(Work to complete)
Read the listing below and copy out every line that holds "image".

(Supplied records)

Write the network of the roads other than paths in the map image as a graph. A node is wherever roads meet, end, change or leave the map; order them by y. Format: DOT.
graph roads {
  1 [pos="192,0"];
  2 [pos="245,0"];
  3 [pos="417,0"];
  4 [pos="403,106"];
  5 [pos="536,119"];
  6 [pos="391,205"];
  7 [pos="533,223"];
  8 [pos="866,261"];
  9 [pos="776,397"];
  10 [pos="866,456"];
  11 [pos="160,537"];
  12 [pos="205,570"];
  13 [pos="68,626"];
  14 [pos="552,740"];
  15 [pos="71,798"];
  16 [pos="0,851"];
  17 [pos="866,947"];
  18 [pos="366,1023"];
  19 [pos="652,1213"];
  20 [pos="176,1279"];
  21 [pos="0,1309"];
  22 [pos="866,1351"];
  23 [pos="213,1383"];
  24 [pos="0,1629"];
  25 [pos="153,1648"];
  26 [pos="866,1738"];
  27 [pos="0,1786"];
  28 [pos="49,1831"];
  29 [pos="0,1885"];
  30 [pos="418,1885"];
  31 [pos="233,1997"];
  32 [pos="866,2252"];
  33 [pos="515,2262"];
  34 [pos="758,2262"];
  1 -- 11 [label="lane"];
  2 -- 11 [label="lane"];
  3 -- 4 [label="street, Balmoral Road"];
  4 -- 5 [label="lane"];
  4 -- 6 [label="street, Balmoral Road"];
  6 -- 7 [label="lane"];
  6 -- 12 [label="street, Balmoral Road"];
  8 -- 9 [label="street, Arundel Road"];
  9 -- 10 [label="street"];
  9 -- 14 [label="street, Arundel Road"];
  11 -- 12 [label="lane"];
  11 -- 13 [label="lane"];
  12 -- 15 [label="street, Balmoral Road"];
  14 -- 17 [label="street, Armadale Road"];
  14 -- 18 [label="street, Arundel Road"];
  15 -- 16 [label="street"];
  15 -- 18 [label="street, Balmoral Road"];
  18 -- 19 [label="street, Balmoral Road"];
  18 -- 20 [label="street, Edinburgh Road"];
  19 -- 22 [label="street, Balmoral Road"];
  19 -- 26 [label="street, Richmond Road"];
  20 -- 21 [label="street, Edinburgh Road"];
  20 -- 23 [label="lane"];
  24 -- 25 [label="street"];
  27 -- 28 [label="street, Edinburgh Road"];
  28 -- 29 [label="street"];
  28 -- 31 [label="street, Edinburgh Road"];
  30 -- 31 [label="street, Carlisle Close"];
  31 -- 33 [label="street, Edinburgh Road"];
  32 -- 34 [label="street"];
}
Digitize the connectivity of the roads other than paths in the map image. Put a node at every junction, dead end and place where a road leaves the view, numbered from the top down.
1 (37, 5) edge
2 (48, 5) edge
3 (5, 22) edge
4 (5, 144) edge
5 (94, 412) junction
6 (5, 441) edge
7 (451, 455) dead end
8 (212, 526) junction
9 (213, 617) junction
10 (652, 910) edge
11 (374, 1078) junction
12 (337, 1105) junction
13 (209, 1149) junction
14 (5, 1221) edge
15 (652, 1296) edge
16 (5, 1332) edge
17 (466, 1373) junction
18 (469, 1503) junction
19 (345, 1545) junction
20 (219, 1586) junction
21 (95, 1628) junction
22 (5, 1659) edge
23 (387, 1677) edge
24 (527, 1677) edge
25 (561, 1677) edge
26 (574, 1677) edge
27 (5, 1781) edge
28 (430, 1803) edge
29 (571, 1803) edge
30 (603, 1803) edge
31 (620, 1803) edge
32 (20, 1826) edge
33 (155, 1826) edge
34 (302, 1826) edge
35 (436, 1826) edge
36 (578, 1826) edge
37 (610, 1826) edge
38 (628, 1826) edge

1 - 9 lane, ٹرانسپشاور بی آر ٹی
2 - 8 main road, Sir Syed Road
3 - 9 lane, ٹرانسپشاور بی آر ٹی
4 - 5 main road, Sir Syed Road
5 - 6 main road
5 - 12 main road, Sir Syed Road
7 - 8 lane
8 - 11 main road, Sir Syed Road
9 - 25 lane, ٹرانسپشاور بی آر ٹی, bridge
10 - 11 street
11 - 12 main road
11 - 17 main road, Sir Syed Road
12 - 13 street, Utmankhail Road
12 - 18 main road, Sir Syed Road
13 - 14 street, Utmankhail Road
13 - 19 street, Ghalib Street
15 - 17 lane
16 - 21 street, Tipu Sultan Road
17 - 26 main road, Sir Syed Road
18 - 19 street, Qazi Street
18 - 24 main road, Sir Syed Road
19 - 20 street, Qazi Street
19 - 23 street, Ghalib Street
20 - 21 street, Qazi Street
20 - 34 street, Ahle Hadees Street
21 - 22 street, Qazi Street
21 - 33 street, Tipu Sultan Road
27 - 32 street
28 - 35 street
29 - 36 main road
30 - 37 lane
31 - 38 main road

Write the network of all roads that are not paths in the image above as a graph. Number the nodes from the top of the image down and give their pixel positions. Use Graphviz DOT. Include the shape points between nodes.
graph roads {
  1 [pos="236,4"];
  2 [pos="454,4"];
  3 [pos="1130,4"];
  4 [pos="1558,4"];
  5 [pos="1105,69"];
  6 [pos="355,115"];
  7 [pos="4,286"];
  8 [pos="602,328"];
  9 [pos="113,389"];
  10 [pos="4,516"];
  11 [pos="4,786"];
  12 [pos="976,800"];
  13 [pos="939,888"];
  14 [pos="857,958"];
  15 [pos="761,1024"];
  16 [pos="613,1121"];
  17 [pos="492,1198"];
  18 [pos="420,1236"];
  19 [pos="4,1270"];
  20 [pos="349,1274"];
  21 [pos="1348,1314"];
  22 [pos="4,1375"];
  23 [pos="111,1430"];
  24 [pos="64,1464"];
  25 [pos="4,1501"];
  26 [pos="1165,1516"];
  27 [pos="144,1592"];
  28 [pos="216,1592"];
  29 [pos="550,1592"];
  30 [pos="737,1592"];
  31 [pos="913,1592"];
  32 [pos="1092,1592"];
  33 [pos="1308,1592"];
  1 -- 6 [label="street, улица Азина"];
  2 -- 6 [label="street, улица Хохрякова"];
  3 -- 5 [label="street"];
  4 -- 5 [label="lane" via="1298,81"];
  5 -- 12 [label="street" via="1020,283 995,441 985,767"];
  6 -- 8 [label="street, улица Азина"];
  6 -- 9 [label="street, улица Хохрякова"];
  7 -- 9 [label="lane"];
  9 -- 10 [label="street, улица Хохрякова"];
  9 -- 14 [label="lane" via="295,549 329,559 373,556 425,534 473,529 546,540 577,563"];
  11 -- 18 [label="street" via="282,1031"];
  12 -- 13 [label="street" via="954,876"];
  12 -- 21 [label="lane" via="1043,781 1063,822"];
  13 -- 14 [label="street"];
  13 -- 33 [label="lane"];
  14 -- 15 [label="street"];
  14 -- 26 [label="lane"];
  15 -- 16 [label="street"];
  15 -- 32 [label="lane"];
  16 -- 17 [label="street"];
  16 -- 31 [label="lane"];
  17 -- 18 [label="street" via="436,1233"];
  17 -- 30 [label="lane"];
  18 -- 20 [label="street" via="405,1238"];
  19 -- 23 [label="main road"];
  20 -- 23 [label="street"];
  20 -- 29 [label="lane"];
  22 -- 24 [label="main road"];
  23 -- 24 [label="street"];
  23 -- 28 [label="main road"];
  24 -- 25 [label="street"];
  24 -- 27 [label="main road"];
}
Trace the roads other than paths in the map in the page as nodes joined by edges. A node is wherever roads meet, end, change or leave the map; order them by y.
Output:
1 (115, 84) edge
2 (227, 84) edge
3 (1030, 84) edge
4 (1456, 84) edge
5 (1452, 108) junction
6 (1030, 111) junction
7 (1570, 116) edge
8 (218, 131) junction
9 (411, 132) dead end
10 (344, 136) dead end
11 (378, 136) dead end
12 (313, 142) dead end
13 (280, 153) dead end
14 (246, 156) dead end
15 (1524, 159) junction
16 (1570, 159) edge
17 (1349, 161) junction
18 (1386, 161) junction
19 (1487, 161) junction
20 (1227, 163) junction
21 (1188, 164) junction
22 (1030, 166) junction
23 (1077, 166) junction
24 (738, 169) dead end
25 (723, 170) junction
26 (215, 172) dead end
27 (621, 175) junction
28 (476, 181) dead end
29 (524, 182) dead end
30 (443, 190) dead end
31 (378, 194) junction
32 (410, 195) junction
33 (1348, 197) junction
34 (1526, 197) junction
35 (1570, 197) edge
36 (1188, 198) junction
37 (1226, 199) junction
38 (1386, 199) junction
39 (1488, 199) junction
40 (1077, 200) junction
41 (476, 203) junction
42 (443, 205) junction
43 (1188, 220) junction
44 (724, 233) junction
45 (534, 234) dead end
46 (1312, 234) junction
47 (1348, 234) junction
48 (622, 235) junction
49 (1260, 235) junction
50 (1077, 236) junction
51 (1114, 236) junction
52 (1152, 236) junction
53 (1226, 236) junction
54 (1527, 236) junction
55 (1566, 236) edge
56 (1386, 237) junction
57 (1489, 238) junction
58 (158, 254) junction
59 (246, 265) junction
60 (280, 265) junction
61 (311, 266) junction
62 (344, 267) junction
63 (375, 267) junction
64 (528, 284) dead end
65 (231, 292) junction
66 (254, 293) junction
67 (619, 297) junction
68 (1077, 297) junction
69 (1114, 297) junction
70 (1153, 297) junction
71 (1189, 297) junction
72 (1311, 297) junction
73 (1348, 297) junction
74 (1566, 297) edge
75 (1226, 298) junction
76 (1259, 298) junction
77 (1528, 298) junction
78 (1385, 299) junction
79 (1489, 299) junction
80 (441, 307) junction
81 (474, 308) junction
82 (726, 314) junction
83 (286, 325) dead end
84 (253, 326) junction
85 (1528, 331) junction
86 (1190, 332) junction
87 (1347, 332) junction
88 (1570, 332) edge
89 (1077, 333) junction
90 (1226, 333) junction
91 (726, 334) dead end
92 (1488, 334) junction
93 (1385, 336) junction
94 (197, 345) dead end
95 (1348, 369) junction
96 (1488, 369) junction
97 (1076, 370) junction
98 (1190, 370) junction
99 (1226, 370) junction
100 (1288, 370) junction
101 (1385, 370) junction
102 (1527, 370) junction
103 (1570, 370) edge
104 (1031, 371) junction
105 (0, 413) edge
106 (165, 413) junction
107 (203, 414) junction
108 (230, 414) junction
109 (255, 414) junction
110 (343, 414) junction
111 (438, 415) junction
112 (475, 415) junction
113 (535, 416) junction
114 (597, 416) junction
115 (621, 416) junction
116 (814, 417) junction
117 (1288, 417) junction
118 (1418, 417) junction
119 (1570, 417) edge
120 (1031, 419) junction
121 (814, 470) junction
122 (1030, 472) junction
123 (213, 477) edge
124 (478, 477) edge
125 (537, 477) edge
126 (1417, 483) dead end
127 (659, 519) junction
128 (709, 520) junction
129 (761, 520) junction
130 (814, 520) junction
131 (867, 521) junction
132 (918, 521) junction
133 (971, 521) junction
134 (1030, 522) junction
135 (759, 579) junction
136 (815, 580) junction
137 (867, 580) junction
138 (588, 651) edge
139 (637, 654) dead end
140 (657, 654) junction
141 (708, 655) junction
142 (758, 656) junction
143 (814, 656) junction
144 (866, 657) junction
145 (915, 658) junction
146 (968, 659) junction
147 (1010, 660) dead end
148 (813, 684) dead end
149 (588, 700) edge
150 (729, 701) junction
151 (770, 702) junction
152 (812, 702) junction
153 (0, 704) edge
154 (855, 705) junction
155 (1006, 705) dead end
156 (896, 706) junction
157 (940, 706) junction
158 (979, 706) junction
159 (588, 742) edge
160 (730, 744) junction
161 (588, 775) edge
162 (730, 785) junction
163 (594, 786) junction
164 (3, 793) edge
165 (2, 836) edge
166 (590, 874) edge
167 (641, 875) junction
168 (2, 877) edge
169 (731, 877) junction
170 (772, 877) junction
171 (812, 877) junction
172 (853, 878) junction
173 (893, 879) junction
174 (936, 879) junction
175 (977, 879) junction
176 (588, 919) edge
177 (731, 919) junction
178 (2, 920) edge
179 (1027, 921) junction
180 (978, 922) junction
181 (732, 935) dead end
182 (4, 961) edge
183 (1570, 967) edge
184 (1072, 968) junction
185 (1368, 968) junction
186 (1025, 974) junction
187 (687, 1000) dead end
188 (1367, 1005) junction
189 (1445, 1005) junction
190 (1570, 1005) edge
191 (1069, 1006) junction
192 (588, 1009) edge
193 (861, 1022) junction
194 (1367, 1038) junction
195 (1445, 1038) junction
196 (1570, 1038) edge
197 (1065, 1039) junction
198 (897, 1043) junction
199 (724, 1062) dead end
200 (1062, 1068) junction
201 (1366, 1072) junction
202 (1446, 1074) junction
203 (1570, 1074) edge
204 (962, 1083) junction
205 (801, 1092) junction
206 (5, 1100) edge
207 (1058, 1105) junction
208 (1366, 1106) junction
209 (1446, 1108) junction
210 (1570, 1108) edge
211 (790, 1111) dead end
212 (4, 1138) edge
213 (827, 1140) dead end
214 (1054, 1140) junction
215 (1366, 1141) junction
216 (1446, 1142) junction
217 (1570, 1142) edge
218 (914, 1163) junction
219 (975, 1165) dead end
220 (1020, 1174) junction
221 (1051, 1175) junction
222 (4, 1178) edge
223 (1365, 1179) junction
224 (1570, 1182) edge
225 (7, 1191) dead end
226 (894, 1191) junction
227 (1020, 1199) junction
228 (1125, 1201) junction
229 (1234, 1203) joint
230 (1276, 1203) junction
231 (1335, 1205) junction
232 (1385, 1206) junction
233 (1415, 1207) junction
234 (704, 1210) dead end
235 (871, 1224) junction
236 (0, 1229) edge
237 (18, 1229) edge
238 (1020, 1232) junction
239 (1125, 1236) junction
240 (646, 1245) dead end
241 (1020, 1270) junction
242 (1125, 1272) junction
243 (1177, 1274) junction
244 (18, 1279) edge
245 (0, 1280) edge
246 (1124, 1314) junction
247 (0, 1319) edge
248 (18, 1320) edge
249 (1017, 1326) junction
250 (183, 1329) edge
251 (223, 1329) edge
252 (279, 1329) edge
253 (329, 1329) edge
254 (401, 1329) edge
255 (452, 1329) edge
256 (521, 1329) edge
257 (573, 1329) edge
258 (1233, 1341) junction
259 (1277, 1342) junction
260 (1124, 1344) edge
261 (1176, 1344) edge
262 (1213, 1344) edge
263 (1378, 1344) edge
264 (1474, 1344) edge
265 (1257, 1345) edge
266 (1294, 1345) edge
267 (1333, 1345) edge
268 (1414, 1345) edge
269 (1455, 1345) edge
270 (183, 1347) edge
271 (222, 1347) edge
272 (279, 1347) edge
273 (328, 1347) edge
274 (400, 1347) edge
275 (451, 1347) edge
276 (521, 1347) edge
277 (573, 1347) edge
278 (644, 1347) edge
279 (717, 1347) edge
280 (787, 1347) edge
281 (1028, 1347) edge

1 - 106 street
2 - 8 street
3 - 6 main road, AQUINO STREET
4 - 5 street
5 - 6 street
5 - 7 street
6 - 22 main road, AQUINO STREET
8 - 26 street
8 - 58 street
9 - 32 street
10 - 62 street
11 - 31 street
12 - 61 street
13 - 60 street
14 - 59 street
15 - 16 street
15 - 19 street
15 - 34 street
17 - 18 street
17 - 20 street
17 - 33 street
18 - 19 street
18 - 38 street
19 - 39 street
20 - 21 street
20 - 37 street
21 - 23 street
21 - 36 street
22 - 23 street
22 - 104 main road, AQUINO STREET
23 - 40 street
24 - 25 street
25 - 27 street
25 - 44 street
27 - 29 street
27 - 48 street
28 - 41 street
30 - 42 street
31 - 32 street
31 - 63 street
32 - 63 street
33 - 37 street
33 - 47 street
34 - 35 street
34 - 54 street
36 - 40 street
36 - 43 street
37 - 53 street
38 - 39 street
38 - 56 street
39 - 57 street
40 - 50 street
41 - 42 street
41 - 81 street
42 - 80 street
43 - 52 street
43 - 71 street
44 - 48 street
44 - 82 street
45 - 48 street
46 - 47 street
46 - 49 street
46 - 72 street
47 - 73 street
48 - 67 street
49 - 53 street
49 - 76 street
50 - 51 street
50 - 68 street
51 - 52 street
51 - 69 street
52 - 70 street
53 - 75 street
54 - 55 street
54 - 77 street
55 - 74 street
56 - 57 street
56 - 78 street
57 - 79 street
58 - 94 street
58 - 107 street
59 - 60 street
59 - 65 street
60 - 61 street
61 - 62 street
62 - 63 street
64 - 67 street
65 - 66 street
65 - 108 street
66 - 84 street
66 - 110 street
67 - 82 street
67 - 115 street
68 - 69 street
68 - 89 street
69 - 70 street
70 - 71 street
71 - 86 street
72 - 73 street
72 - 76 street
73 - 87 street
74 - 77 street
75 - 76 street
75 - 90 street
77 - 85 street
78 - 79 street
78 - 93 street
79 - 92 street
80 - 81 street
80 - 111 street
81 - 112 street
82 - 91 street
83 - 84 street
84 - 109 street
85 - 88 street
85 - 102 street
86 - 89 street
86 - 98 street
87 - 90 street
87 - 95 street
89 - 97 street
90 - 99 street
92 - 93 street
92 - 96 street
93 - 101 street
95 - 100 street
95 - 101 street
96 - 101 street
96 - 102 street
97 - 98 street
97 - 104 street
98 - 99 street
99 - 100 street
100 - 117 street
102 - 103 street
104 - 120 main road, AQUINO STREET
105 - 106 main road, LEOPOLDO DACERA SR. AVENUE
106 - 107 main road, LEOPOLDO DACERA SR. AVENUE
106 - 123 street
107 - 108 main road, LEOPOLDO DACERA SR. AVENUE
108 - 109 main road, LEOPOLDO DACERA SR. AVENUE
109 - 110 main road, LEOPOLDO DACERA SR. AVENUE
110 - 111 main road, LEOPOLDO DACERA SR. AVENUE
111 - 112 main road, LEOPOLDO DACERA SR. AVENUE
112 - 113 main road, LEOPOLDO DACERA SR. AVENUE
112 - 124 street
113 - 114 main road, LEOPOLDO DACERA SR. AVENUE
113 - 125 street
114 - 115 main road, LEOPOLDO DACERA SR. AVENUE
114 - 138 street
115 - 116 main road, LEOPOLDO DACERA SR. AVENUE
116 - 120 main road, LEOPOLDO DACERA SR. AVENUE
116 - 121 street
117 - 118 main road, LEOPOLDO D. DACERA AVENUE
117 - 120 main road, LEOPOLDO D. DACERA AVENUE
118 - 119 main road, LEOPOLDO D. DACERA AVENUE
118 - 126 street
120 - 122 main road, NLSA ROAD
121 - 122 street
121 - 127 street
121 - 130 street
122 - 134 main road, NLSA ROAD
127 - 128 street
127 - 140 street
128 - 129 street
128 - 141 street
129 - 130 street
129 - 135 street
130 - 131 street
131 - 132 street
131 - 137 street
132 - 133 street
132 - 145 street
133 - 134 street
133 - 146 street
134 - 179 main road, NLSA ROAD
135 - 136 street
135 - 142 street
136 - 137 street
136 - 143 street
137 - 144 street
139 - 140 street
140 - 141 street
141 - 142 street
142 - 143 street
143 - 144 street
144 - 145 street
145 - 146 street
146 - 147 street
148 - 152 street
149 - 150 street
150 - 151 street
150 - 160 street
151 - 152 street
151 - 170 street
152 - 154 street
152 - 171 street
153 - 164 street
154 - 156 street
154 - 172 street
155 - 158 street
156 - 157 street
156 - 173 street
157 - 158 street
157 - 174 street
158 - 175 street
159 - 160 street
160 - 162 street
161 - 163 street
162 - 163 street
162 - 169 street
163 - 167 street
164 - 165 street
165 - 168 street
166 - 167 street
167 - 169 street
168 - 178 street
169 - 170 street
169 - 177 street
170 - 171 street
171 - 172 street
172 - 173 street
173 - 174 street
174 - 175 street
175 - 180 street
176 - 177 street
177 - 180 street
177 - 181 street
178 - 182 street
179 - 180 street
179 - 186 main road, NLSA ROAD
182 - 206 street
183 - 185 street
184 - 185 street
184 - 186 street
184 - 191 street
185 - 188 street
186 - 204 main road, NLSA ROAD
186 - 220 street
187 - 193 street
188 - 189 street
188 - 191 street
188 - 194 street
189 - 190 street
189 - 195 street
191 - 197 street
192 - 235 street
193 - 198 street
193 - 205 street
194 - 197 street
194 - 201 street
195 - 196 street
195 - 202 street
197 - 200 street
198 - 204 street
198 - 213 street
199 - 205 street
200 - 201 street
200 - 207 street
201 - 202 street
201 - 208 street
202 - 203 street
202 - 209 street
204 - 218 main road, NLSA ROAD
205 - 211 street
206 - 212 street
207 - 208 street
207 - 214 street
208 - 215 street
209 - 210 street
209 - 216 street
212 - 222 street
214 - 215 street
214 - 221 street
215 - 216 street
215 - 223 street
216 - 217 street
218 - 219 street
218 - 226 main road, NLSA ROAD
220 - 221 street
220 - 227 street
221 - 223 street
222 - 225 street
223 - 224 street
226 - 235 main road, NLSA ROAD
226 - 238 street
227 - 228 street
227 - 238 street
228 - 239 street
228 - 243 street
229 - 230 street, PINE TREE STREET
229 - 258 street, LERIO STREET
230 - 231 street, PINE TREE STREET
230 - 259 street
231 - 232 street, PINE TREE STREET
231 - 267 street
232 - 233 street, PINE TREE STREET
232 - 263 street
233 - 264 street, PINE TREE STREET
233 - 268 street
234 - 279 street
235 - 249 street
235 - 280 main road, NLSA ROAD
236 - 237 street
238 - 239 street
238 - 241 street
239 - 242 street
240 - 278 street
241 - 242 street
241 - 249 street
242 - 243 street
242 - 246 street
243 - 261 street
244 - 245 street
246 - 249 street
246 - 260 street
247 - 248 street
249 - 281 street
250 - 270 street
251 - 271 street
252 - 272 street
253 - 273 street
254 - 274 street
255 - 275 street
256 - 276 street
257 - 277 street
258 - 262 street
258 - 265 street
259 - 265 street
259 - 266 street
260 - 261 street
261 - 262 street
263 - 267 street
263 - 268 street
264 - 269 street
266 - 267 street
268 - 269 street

(Result of this exercise)
Write the network of the roads other than paths in the map image as a graph. A node is wherever roads meet, end, change or leave the map; order them by y. Format: DOT.
Digitize the connectivity of the roads other than paths in the map image. Put a node at every junction, dead end and place where a road leaves the view, numbered from the top down.
Write the network of all roads that are not paths in the image above as a graph. Number the nodes from the top of the image down and give their pixel positions. Use Graphviz DOT. Include the shape points between nodes.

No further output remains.